What you will do.
Below are some records. Say how many of their lines contain the string "Asteroide", and give nothing but the number.

(Available data begins)

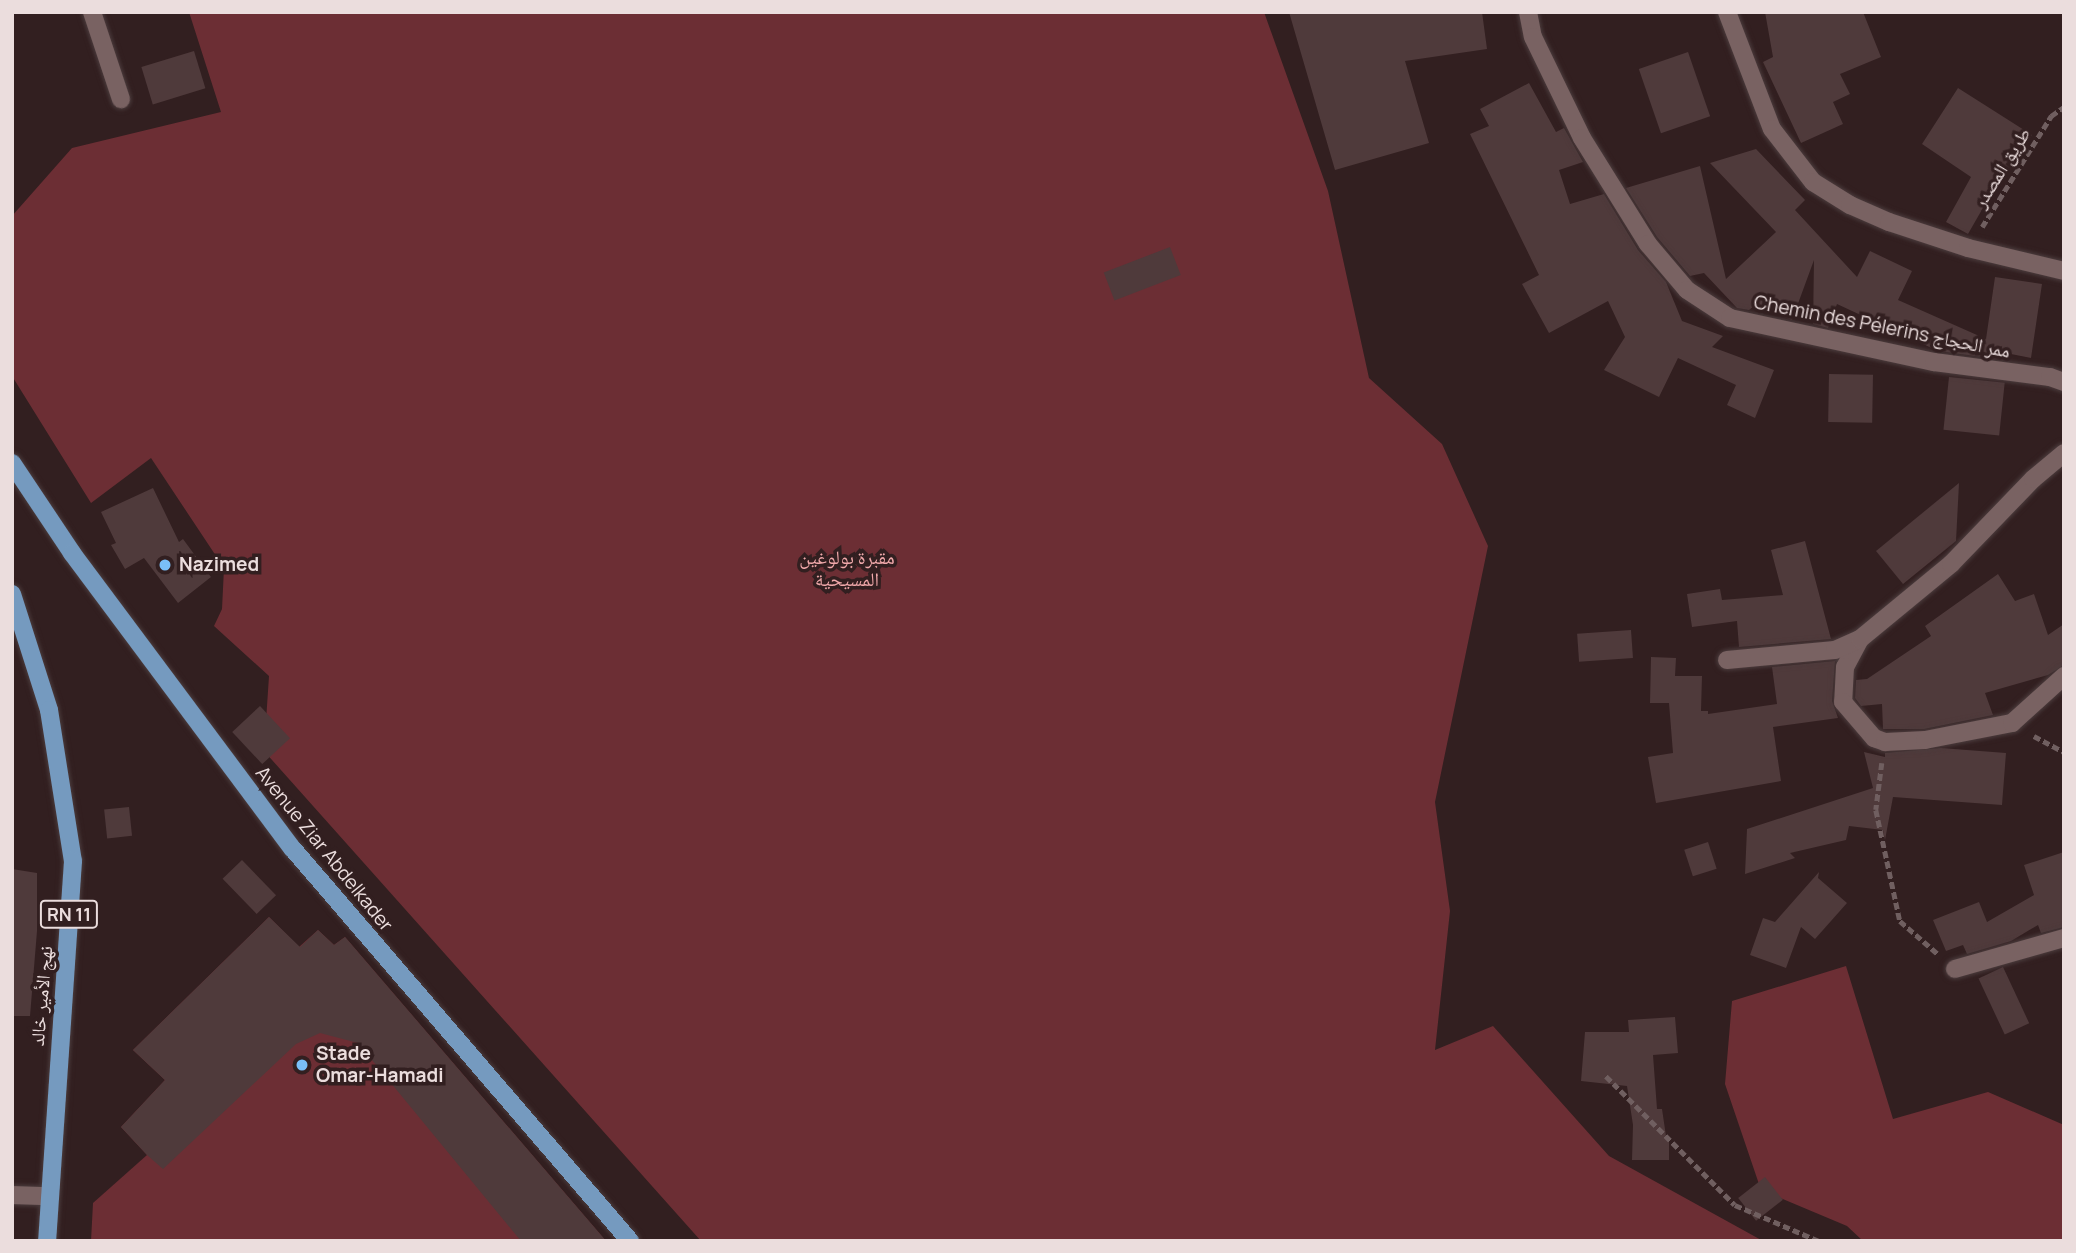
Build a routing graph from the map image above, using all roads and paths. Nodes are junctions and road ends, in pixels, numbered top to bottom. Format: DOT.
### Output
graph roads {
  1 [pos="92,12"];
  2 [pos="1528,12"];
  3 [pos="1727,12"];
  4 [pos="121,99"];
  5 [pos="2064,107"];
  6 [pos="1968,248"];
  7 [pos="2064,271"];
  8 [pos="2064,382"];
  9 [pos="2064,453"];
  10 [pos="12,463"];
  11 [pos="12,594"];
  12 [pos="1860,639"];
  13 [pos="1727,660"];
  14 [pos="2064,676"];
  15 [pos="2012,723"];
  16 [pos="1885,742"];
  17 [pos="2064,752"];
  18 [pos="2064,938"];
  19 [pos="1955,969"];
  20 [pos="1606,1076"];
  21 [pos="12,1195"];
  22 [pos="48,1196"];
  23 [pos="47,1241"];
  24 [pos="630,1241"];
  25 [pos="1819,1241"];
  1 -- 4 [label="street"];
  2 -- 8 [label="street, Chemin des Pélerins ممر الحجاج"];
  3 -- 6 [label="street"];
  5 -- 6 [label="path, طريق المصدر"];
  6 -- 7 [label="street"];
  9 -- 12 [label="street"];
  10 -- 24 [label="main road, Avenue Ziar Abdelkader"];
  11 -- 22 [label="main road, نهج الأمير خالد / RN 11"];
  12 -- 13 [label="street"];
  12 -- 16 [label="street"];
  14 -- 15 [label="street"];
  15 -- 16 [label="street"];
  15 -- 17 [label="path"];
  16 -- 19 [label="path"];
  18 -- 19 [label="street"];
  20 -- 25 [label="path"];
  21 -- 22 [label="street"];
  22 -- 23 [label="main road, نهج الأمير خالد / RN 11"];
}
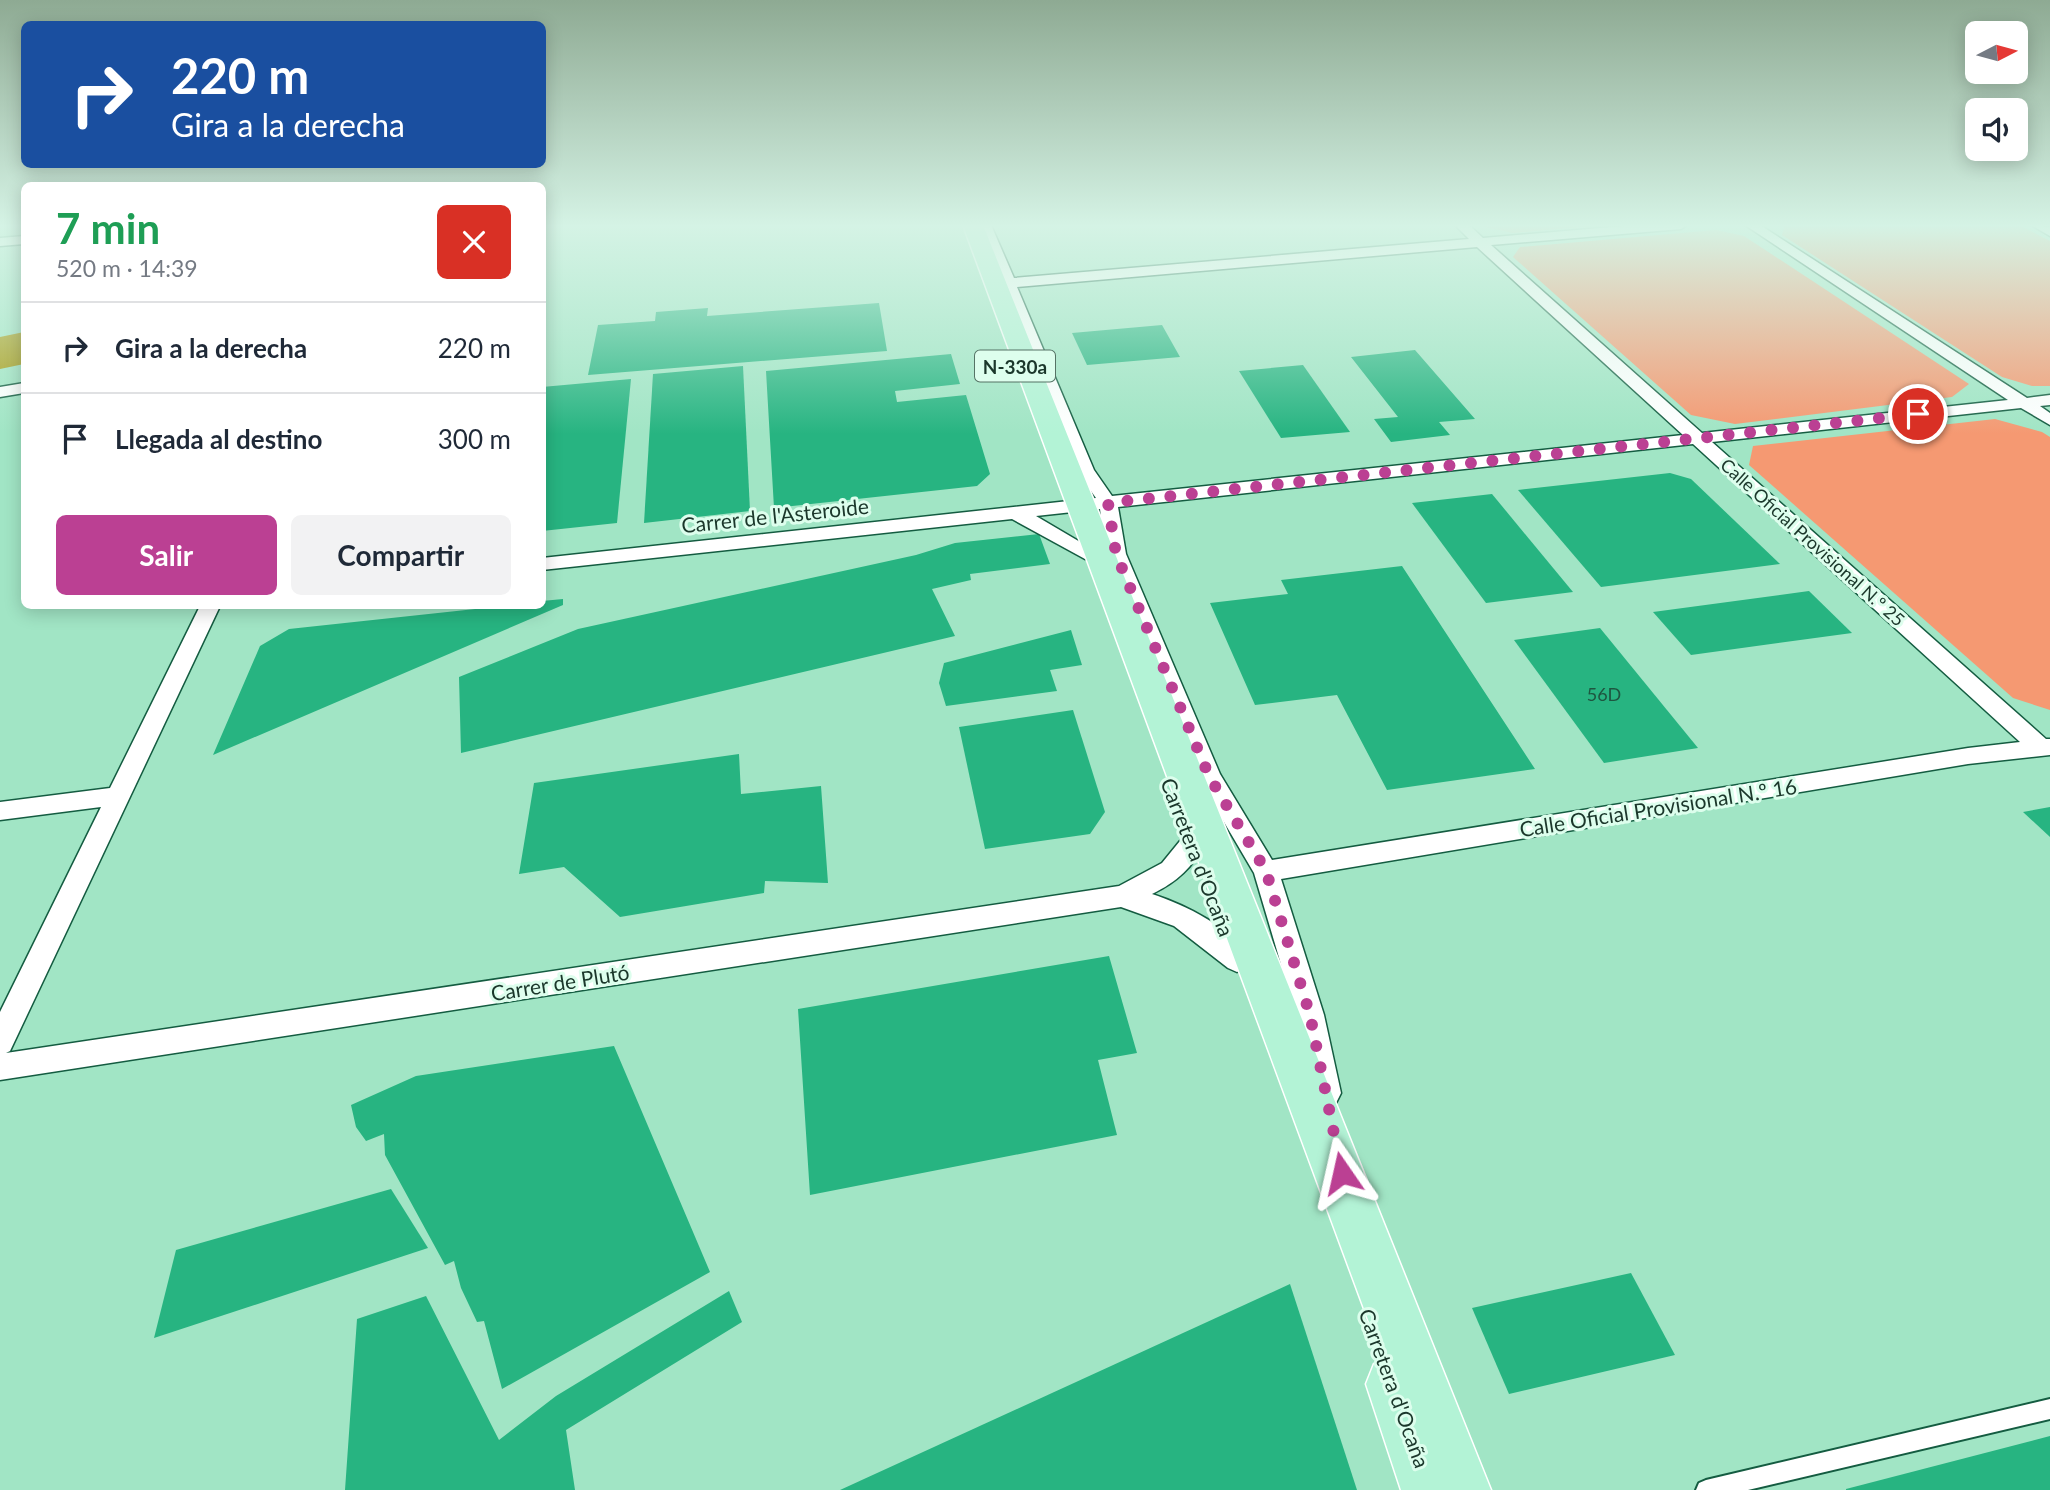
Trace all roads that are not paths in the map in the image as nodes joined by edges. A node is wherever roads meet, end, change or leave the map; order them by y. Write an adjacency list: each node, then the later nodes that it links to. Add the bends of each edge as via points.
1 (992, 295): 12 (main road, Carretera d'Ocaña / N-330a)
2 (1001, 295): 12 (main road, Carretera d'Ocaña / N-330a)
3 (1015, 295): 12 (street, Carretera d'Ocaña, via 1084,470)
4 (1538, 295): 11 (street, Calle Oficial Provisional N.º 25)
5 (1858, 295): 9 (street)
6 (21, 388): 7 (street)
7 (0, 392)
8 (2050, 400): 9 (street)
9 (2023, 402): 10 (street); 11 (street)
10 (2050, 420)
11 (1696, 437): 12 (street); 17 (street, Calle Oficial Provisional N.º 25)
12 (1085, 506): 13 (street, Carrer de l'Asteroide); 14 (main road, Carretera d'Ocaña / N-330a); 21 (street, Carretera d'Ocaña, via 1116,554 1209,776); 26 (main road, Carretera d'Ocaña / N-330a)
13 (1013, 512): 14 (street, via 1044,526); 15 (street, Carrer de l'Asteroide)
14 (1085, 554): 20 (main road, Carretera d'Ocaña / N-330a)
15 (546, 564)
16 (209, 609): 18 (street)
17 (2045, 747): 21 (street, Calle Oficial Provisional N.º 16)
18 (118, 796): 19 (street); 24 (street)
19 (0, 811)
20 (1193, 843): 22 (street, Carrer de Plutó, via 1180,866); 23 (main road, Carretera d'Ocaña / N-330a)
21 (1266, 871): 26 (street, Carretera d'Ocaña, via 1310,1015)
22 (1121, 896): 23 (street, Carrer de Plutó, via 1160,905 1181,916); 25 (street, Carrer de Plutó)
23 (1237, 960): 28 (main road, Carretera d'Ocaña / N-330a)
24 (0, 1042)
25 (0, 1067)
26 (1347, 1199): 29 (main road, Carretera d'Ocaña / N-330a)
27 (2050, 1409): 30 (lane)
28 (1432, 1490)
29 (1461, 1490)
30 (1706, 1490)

(Available data ends)

Exercise output.
2